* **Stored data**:
______________________________

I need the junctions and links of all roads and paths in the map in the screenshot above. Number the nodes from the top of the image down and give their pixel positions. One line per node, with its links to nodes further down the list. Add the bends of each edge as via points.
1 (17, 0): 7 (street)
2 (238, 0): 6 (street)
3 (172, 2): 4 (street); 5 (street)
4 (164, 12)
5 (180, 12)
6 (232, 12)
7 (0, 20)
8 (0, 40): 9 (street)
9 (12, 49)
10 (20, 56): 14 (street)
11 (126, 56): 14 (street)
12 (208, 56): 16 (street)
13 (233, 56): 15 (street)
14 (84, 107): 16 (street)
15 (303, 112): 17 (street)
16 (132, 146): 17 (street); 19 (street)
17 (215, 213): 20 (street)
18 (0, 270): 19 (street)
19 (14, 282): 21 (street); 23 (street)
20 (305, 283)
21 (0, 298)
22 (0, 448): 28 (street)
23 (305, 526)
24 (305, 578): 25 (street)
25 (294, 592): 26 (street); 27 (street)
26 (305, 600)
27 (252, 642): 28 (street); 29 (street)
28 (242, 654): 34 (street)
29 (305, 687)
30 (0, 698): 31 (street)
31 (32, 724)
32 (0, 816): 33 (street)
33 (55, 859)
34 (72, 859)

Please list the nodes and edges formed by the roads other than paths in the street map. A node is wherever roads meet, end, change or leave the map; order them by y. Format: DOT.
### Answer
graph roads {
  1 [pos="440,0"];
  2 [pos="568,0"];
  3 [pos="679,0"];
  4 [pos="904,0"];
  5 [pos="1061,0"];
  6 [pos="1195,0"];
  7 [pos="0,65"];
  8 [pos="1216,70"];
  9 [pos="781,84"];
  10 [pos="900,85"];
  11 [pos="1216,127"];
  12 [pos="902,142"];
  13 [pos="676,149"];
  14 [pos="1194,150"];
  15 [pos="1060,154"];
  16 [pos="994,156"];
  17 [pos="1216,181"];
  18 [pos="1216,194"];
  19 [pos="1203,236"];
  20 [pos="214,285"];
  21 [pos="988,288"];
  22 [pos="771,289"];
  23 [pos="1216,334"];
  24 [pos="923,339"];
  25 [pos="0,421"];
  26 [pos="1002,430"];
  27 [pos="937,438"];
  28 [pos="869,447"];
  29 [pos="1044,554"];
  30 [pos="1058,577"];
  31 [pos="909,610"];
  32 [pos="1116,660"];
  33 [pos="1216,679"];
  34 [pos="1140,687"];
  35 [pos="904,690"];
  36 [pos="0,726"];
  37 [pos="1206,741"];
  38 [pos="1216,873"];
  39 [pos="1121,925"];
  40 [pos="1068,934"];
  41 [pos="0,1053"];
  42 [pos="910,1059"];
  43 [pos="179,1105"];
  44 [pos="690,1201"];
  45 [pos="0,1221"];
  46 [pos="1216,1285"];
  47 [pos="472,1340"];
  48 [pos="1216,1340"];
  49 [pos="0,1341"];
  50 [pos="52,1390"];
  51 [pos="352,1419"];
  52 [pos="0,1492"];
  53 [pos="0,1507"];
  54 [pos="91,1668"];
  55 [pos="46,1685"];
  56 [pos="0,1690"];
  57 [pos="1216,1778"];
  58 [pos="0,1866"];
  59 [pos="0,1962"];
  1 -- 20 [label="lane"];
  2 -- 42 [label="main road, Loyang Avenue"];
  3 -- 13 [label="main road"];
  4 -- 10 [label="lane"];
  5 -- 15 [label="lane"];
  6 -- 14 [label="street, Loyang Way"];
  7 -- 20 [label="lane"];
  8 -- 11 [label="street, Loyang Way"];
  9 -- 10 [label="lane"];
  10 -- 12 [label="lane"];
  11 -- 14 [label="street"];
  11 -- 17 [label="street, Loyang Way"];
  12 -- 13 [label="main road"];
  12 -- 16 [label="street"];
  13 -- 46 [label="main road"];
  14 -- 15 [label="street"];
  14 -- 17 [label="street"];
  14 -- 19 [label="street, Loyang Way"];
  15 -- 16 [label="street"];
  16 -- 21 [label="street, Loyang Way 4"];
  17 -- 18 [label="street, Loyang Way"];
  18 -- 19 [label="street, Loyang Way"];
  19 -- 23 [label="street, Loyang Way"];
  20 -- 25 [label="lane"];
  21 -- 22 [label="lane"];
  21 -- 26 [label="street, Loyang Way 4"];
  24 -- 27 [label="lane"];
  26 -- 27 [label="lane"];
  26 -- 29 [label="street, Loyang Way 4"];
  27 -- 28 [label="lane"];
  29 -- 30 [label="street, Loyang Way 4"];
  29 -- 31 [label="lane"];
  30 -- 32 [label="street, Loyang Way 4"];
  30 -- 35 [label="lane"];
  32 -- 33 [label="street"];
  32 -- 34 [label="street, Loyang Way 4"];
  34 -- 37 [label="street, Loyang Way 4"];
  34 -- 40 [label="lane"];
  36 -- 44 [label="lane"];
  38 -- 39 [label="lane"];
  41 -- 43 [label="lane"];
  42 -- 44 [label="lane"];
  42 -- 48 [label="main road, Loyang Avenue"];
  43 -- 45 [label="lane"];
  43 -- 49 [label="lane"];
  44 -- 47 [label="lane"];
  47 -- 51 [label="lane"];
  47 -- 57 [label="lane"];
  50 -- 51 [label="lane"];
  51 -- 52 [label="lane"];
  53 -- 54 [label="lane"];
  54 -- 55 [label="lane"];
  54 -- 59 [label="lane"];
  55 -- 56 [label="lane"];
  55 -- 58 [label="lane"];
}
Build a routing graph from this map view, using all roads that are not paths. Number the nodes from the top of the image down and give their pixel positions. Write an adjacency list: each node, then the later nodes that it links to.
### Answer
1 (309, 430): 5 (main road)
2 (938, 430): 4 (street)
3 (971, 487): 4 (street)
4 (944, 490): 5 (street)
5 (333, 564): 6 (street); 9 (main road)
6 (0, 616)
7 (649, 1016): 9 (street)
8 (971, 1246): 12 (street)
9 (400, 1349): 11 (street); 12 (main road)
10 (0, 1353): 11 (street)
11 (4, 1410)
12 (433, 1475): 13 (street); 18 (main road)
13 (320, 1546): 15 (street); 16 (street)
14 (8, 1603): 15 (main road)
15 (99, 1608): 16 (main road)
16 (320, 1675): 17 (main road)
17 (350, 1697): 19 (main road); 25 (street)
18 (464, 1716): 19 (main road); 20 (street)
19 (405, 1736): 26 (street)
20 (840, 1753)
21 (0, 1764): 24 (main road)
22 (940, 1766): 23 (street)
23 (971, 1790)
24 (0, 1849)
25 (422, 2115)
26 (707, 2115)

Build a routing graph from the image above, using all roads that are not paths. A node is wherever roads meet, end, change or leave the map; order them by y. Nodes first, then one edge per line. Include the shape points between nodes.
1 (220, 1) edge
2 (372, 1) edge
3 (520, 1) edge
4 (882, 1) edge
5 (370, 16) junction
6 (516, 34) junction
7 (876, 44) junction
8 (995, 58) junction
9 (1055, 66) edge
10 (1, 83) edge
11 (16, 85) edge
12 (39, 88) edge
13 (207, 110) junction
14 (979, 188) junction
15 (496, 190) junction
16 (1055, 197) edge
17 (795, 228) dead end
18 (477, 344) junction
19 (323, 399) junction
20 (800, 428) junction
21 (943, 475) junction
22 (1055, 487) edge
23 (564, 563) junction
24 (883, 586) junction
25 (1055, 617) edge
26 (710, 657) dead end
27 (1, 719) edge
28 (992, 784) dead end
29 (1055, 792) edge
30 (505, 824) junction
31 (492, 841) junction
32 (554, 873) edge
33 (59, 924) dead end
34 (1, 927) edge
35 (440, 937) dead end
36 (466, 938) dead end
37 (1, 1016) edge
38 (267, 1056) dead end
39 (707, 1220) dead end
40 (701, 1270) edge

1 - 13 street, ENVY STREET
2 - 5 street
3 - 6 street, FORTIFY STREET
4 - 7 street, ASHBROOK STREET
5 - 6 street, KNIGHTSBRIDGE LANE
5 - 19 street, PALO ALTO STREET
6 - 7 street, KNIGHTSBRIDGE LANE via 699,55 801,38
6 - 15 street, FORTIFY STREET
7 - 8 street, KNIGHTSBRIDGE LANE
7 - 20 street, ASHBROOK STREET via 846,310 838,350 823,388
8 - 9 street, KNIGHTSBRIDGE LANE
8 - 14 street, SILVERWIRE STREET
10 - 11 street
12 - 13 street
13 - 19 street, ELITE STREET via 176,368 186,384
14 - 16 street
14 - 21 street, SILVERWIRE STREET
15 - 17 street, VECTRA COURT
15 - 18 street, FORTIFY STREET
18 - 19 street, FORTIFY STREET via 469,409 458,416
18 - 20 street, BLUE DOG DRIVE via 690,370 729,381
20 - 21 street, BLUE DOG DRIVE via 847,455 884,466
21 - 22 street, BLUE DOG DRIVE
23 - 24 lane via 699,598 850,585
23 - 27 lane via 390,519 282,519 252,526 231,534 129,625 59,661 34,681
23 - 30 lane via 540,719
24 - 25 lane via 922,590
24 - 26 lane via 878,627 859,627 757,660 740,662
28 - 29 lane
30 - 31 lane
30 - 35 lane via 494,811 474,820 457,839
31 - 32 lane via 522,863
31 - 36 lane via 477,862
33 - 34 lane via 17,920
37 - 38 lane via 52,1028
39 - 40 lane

______________________________

* **TASK DIRECTIONS**:
For every line above that includes the string "graph", copy the line.

* **ANSWER BELOW**:
graph roads {
Build a routing graph from this map view, using all roads that are not paths. Number the nodes from the top of the image down and give their pixel positions. Write an adjacency list: each node, then the later nodes that it links to.
Build a routing graph from the image above, using all roads that are not paths. A node is wherever roads meet, end, change or leave the map; order them by y. Nodes first, then one edge per line. Include the shape points between nodes.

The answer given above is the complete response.